When the index used to calculate statutory increases to pensions in payment and the revaluation of deferred pensions was changed from RPI to CPI in 2011, the Government declined to require CPI to be applied to increases and revaluation in the private pensions sector. More recently, in its 2017 Green Paper on pensions, the Government suggested that it was open to allowing all pension schemes to replace RPI with CPI, but it rowed back from that suggestion in its 2018 White Paper, saying that it was presently ruling out measures to override scheme rules on that issue.

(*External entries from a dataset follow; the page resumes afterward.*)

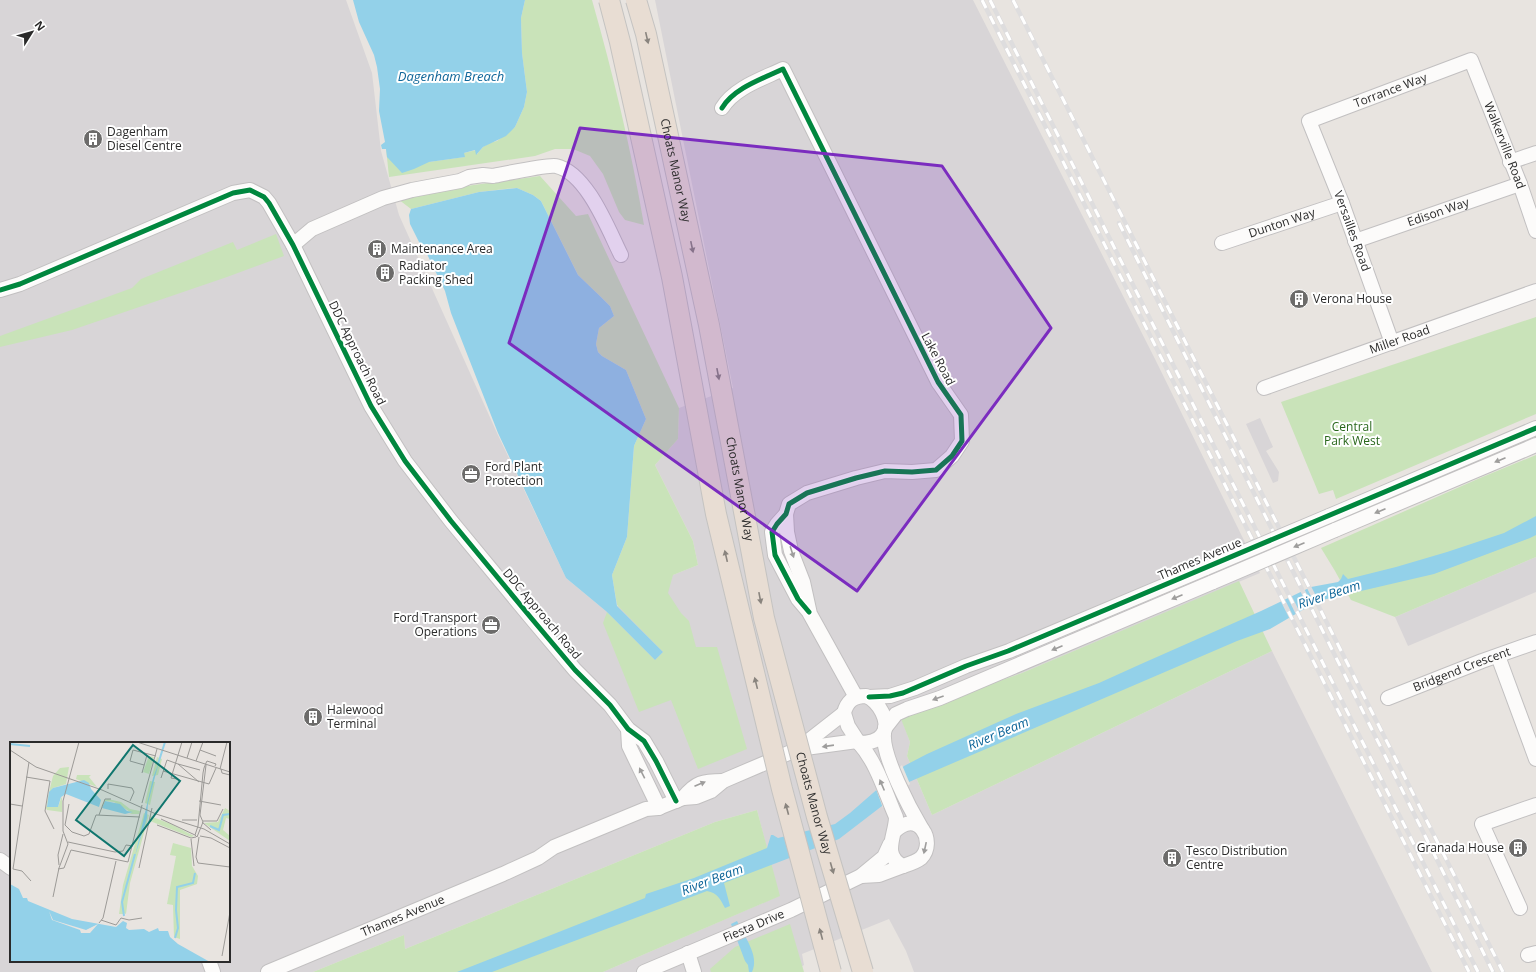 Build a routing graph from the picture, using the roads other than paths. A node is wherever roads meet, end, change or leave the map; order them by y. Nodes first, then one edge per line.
1 (609, 0) edge
2 (636, 0) edge
3 (1471, 60) joint
4 (722, 108) dead end
5 (1309, 121) joint
6 (1536, 153) edge
7 (1510, 162) junction
8 (1520, 184) junction
9 (1342, 203) junction
10 (1536, 231) edge
11 (1355, 241) junction
12 (1222, 244) dead end
13 (293, 245) junction
14 (621, 255) dead end
15 (0, 290) edge
16 (1536, 292) edge
17 (1392, 343) junction
18 (1264, 388) dead end
19 (1536, 428) edge
20 (1536, 445) edge
21 (1536, 642) edge
22 (1498, 656) junction
23 (862, 697) junction
24 (1388, 698) dead end
25 (844, 712) junction
26 (628, 729) junction
27 (884, 731) junction
28 (858, 742) junction
29 (798, 749) junction
30 (1536, 758) edge
31 (679, 799) junction
32 (1536, 805) edge
33 (659, 808) junction
34 (923, 829) junction
35 (892, 838) junction
36 (0, 860) edge
37 (903, 866) junction
38 (10, 867) edge
39 (861, 876) junction
40 (1520, 908) dead end
41 (688, 953) junction
42 (209, 962) edge
43 (213, 972) edge
44 (268, 972) edge
45 (644, 972) edge
46 (694, 972) edge
47 (831, 972) edge
48 (863, 972) edge

47 -> 1 highway, bridge
2 -> 48 highway, Choats Manor Way, bridge
3 - 5 street, Torrance Way
3 - 7 street, Walkerville Road
4 - 23 street, Lake Road
5 - 9 street, Versailles Road
6 - 7 street
7 - 8 street, Walkerville Road
8 - 10 street, Walkerville Road
8 - 11 street, Edison Way
9 - 11 street, Versailles Road
9 - 12 street, Dunton Way
11 - 17 street, Versailles Road
13 - 14 street
13 - 15 street, DDC Approach Road
13 - 26 street, DDC Approach Road
16 - 17 street, Miller Road
17 - 18 street, Miller Road
19 - 23 street, Thames Avenue, bridge
20 -> 27 street, bridge
21 - 22 street, Bridgend Crescent
22 - 24 street, Bridgend Crescent
22 - 30 street
23 - 25 street
23 - 27 street
25 - 28 street
25 - 29 street, Thames Avenue
26 - 31 street
33 -> 26 street
27 - 28 street
27 - 34 street
28 -> 29 street, Thames Avenue
35 -> 28 street
29 - 31 street, Thames Avenue
31 - 33 street, Thames Avenue
32 - 40 street
33 - 44 street, Thames Avenue
34 - 35 street
34 -> 37 street
35 - 37 street
35 - 39 street, Fiesta Drive
36 - 38 street
37 - 39 street, Fiesta Drive
39 - 41 street, Fiesta Drive
41 - 45 street, Fiesta Drive
41 - 46 street
42 - 43 street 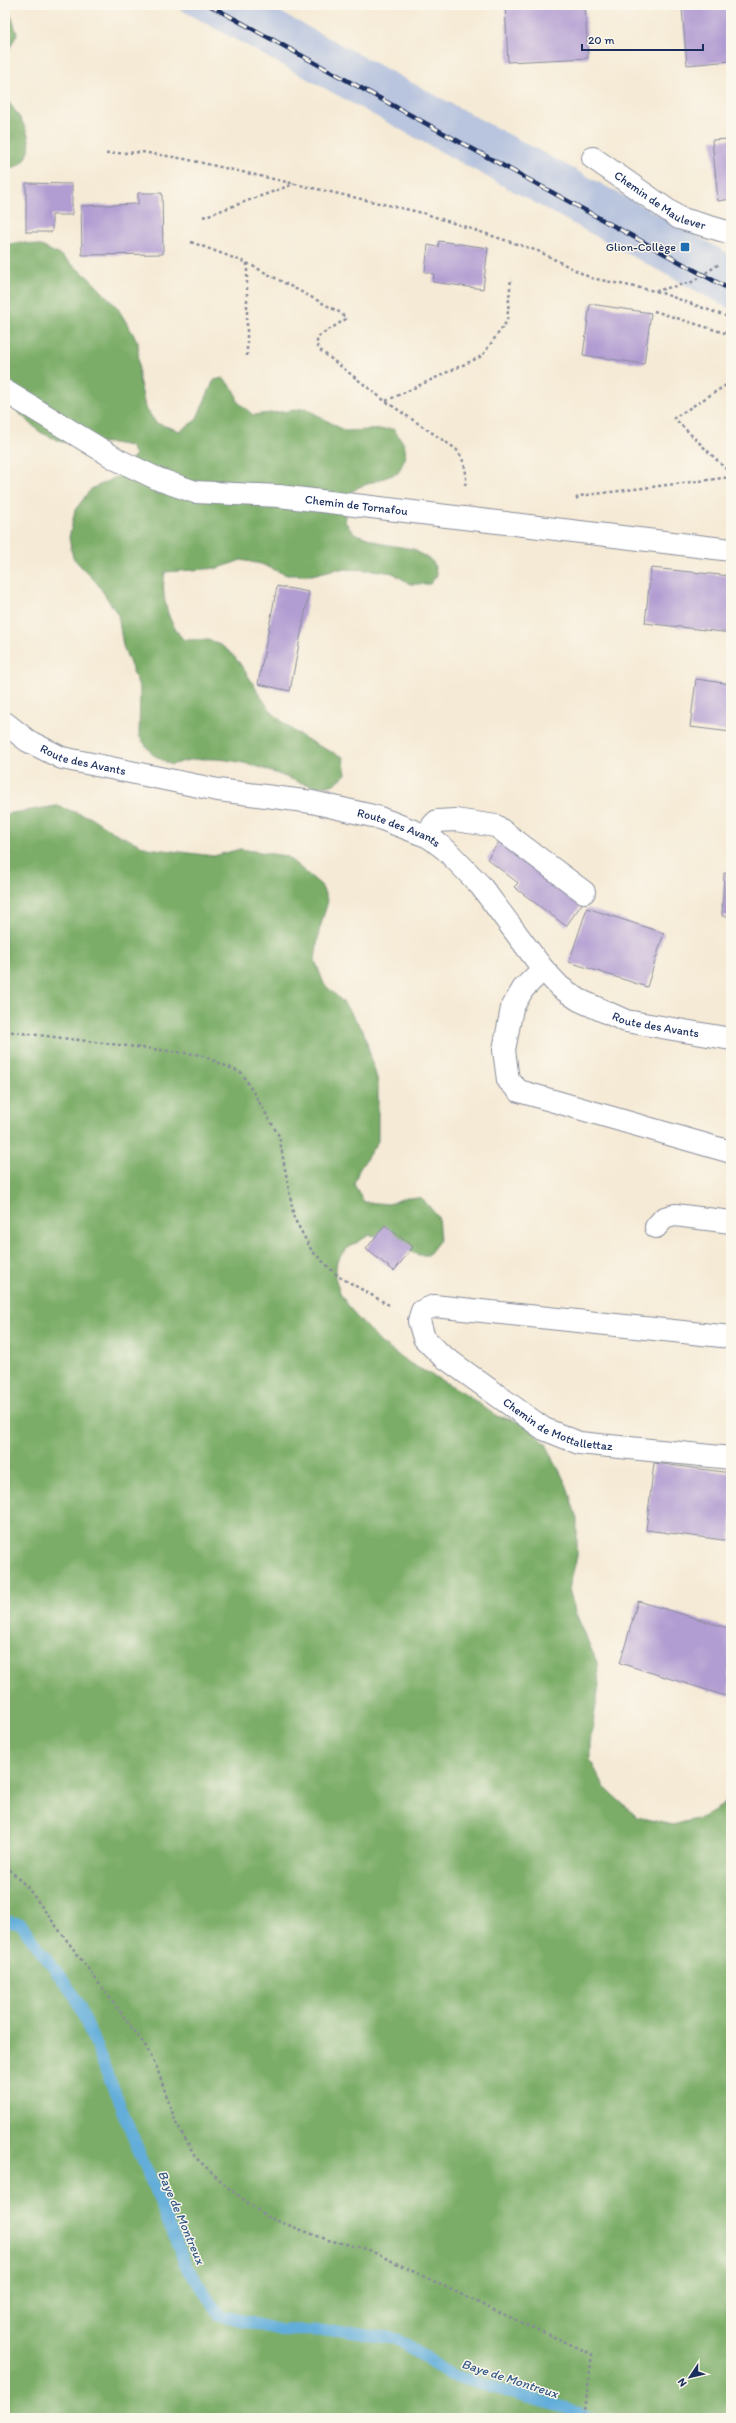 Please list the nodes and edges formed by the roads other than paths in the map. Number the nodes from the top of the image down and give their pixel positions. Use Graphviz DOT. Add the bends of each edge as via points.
graph roads {
  1 [pos="593,158"];
  2 [pos="731,233"];
  3 [pos="5,391"];
  4 [pos="731,550"];
  5 [pos="5,723"];
  6 [pos="429,837"];
  7 [pos="584,892"];
  8 [pos="543,969"];
  9 [pos="731,1038"];
  10 [pos="731,1152"];
  11 [pos="731,1222"];
  12 [pos="656,1227"];
  13 [pos="731,1337"];
  14 [pos="731,1458"];
  1 -- 2 [label="street, Chemin de Maulever" via="679,218"];
  3 -- 4 [label="street, Chemin de Tornafou" via="118,460 158,479 195,492 279,496"];
  5 -- 6 [label="street, Route des Avants" via="28,741 62,758 218,790 312,802 377,817"];
  6 -- 7 [label="street" via="437,821 455,820 496,826"];
  6 -- 8 [label="street, Route des Avants" via="446,850 480,885"];
  8 -- 9 [label="street, Route des Avants" via="560,987 579,1000 626,1021"];
  8 -- 10 [label="street" via="523,989 512,1008 504,1050 508,1080 519,1091"];
  11 -- 12 [label="street" via="675,1215 664,1218"];
  13 -- 14 [label="street, Chemin de Mottallettaz" via="434,1306 422,1311 419,1321 424,1338 440,1354 544,1428 580,1443"];
}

This means that schemes will continue to apply RPI if that index was “hardwired” into their rules, unless RPI itself is replaced by some other index; and despite plenty of criticism of RPI, the possibility of it being phased out has always been resisted, on the basis that payments under index-linked gilts (“ILAs”) are calculated using RPI. The Government has always been wary of removing RPI, not least because the holders of many well-established ILAs have a contractual right to redeem them if there is a fundamental and materially detrimental change to RPI. Accordingly, the possibility of abolishing RPI as an officially-published measure of inflation has always been ruled out until at least 2030, when the last of the ILAs with such contractual rights will mature.

Further, under the Statistics and Registration Service Act 2007, before making any change to the coverage or basic calculation of RPI, the UK Statistics Authority (“UKSA”) must consult the Bank of England, and changes which may result in the redemption of ILAs cannot be made without the consent of the Chancellor of the Exchequer.

In March 2019, UKSA asked the Chancellor to amend the law to allow RPI to cease being published, and in the meantime UKSA proposed that RPI be aligned with a variant of CPI which includes owner-occupier’s housing costs, known as CPIH.

In September 2019, the Chancellor rejected UKSA’s request to amend the law, and said that, given that users of RPI will need substantial time to prepare, he would not move to align RPI with CPIH before February 2025. The Government will instead consult on whether to align RPI with CPIH between 2025 and 2030, and if so, when. That consultation will begin in January 2020 and the Government’s response will be published before the Chancellor’s Spring Statement and the end of the 2019/2020 financial year. The Chancellor reconfirmed that the Government views CPIH as conceptually the best measure of inflation and that its objective is that CPIH will become its headline measure of inflation over time.

Even given the delay until at least 2025, a commitment by the Government to align RPI with CPIH is a small but welcome step for employers who are stuck with RPI as the applicable index for increasing and revaluing pensions, as the proposed change is expected to lead to lower pension increases and lower revaluations in deferment. The proposed alignment may lead to an immediate actuarial reduction in the long-term liabilities of the scheme and should also be taken into account when transfer value and buy-out quotations are being obtained. This may also have an impact for schemes invested in inflation-linked assets or adopting inflation-hedging measures.

There has currently been a muted response to this announcement by the gilts market, suggesting that there is some scepticism as to whether the change will be made before 2030, or perhaps because the market currently has other things on its mind, such as something beginning with ‘B’?